* INSTRUCTIONS TO FOLLOW
Your copy should match the records exactly, except that no pictures appear in it.

_ _ _ _ _ _ _

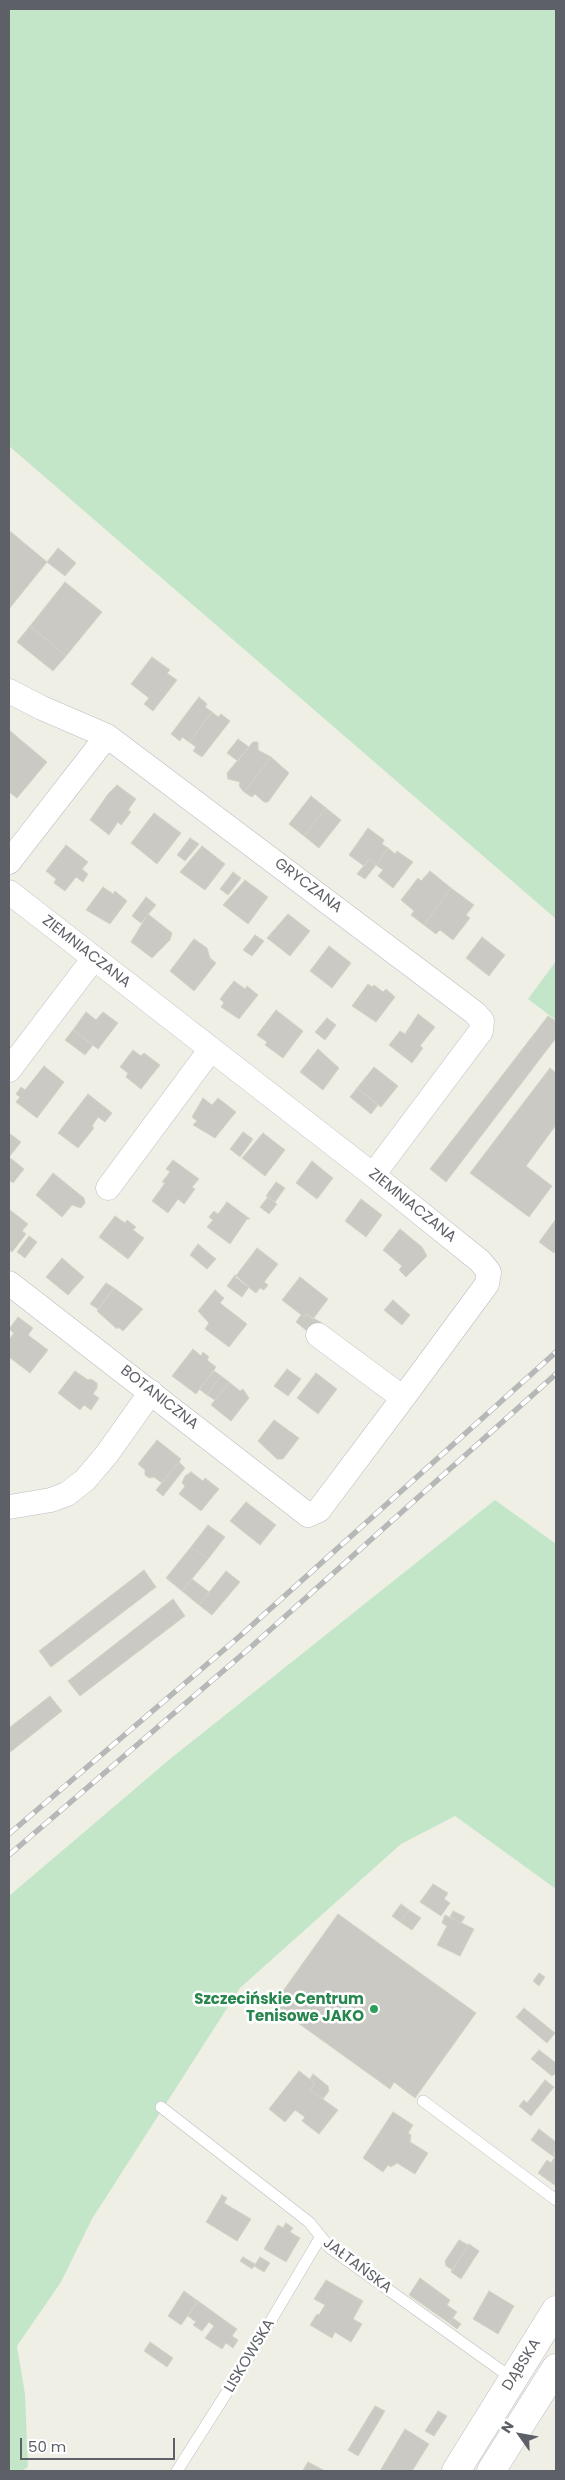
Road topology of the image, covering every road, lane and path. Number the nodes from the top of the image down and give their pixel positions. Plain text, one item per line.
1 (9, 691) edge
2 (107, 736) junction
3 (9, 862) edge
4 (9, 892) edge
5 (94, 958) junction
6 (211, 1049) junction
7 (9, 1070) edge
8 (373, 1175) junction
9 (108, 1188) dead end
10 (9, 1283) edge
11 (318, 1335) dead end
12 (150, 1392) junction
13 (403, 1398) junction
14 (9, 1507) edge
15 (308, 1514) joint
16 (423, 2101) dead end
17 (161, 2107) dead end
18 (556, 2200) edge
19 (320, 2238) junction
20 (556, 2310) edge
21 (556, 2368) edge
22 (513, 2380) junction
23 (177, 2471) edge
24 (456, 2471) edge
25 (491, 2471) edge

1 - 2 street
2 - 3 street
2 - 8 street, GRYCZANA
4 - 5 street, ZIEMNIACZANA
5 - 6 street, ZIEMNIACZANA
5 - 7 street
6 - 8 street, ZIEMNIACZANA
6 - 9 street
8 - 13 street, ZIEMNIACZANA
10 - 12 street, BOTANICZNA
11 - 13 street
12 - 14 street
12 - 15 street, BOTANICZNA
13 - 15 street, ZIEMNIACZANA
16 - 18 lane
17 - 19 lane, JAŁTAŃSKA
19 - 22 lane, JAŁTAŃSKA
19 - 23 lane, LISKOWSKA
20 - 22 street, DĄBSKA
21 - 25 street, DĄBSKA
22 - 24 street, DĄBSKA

_ _ _ _ _ _ _

* ANSWER FOR THE TASK
Road topology of the image, covering every road, lane and path. Number the nodes from the top of the image down and give their pixel positions. Plain text, one item per line.
1 (9, 691) edge
2 (107, 736) junction
3 (9, 862) edge
4 (9, 892) edge
5 (94, 958) junction
6 (211, 1049) junction
7 (9, 1070) edge
8 (373, 1175) junction
9 (108, 1188) dead end
10 (9, 1283) edge
11 (318, 1335) dead end
12 (150, 1392) junction
13 (403, 1398) junction
14 (9, 1507) edge
15 (308, 1514) joint
16 (423, 2101) dead end
17 (161, 2107) dead end
18 (556, 2200) edge
19 (320, 2238) junction
20 (556, 2310) edge
21 (556, 2368) edge
22 (513, 2380) junction
23 (177, 2471) edge
24 (456, 2471) edge
25 (491, 2471) edge

1 - 2 street
2 - 3 street
2 - 8 street, GRYCZANA
4 - 5 street, ZIEMNIACZANA
5 - 6 street, ZIEMNIACZANA
5 - 7 street
6 - 8 street, ZIEMNIACZANA
6 - 9 street
8 - 13 street, ZIEMNIACZANA
10 - 12 street, BOTANICZNA
11 - 13 street
12 - 14 street
12 - 15 street, BOTANICZNA
13 - 15 street, ZIEMNIACZANA
16 - 18 lane
17 - 19 lane, JAŁTAŃSKA
19 - 22 lane, JAŁTAŃSKA
19 - 23 lane, LISKOWSKA
20 - 22 street, DĄBSKA
21 - 25 street, DĄBSKA
22 - 24 street, DĄBSKA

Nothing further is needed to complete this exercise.